## DATA IN THIS EXERCISE:
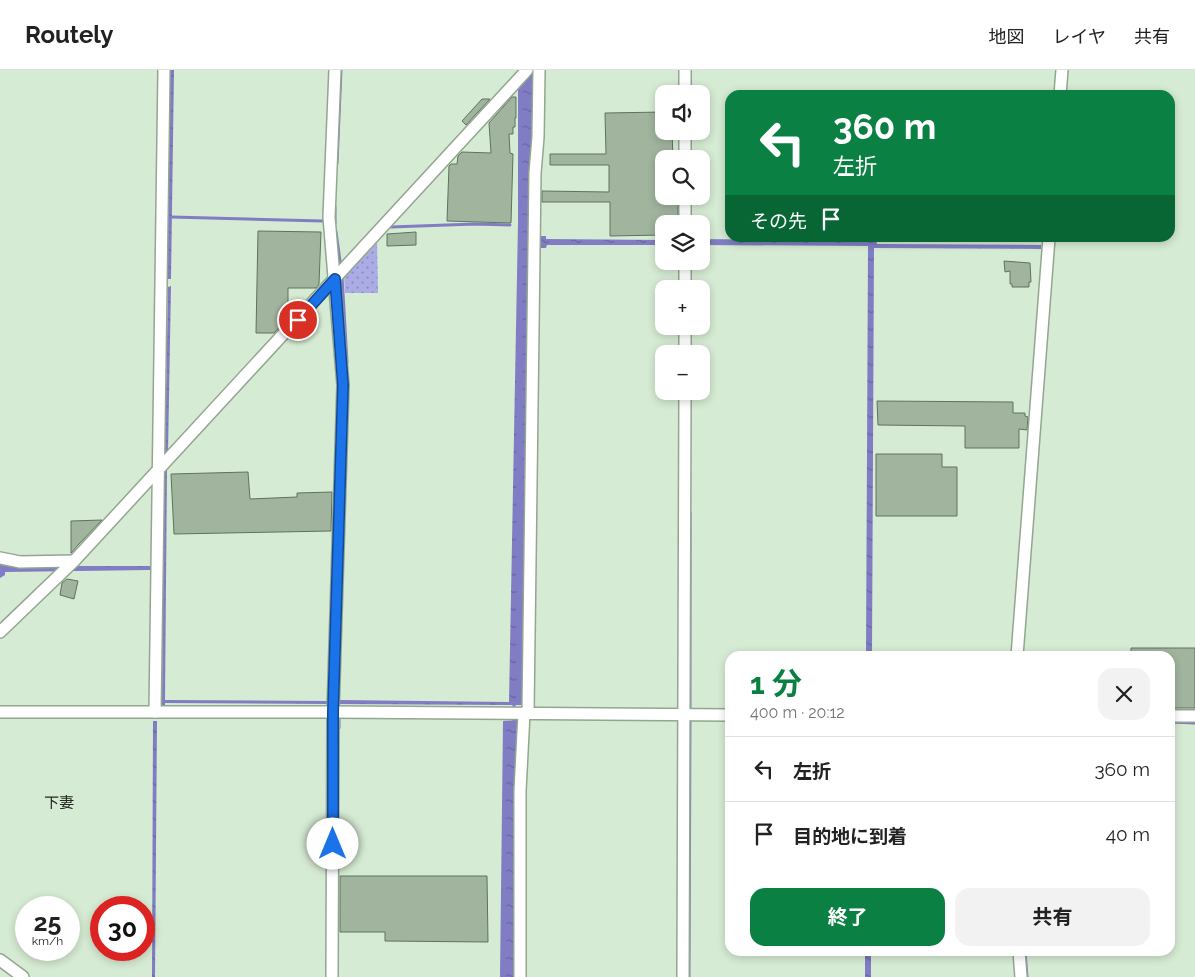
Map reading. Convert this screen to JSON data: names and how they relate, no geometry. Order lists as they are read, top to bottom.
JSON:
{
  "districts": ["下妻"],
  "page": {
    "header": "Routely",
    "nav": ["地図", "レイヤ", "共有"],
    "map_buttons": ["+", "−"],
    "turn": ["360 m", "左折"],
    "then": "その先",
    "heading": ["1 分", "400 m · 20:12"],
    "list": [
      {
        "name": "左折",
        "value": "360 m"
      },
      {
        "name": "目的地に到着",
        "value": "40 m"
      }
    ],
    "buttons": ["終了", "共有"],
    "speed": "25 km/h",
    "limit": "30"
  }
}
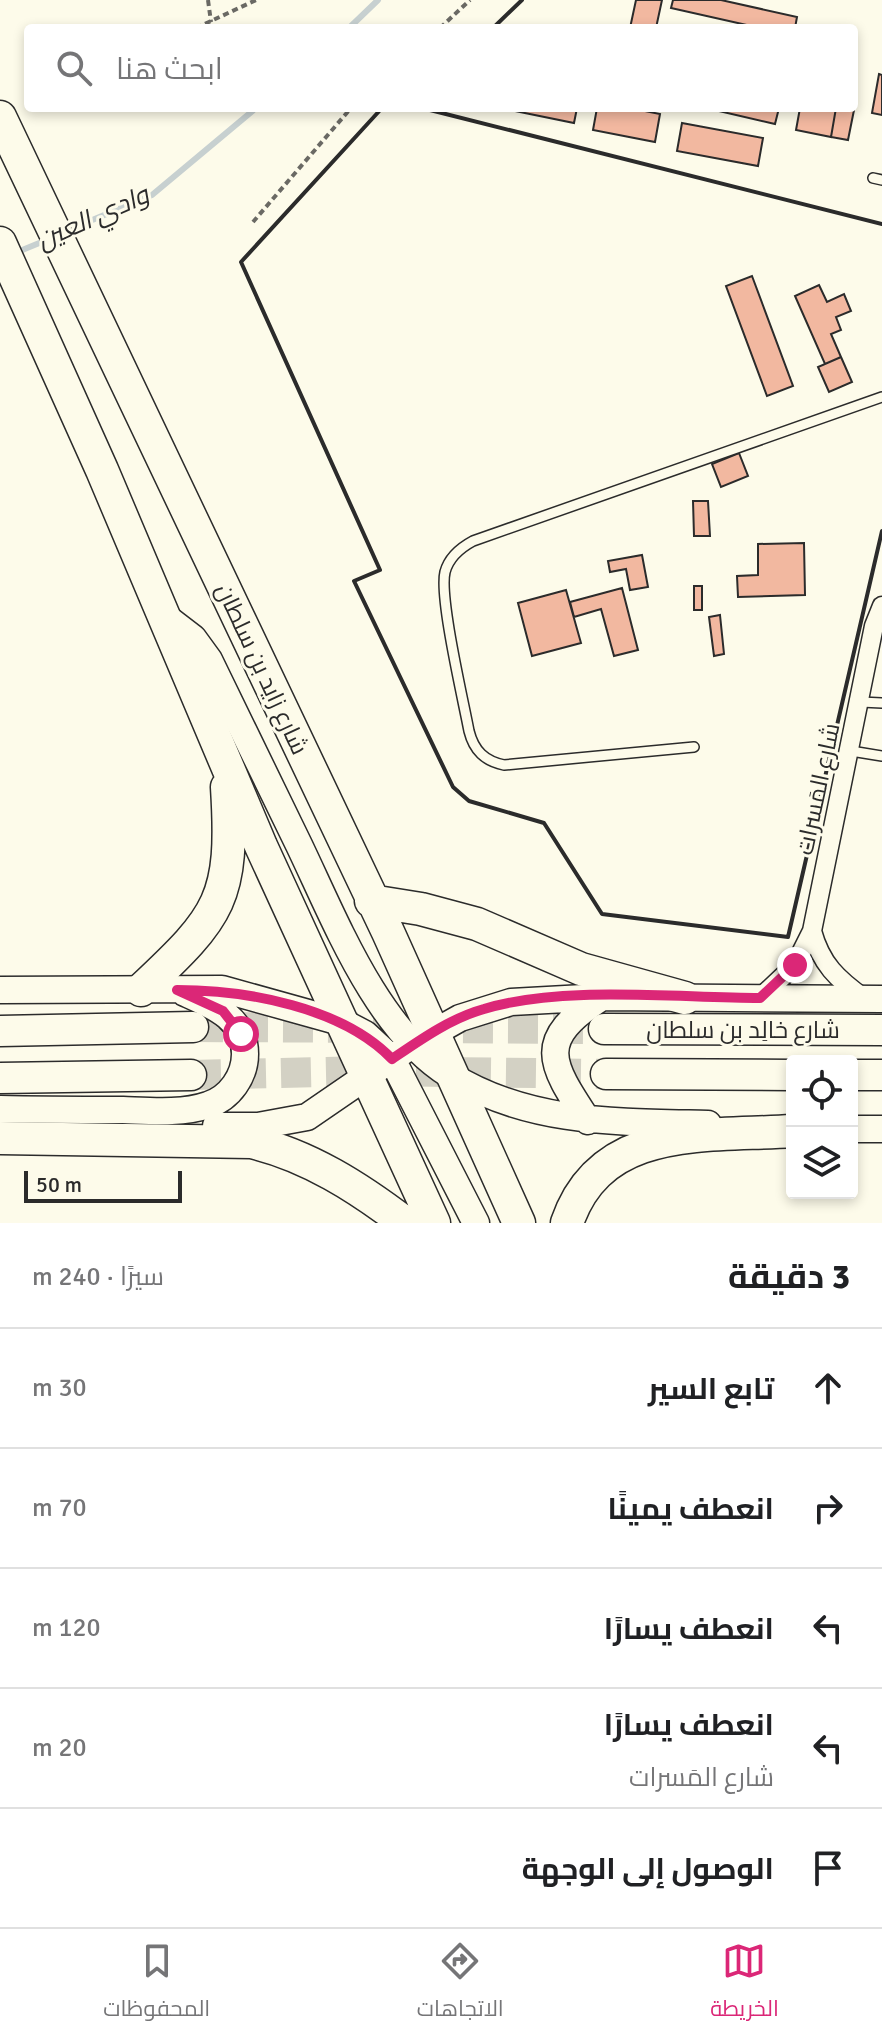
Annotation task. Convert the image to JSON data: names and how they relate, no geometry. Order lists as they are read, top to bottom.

## WHAT THE EXERCISE ASKS:
Count lines above with the word "relate". Give the number only.

## OUTPUT FOR THIS EXERCISE:
2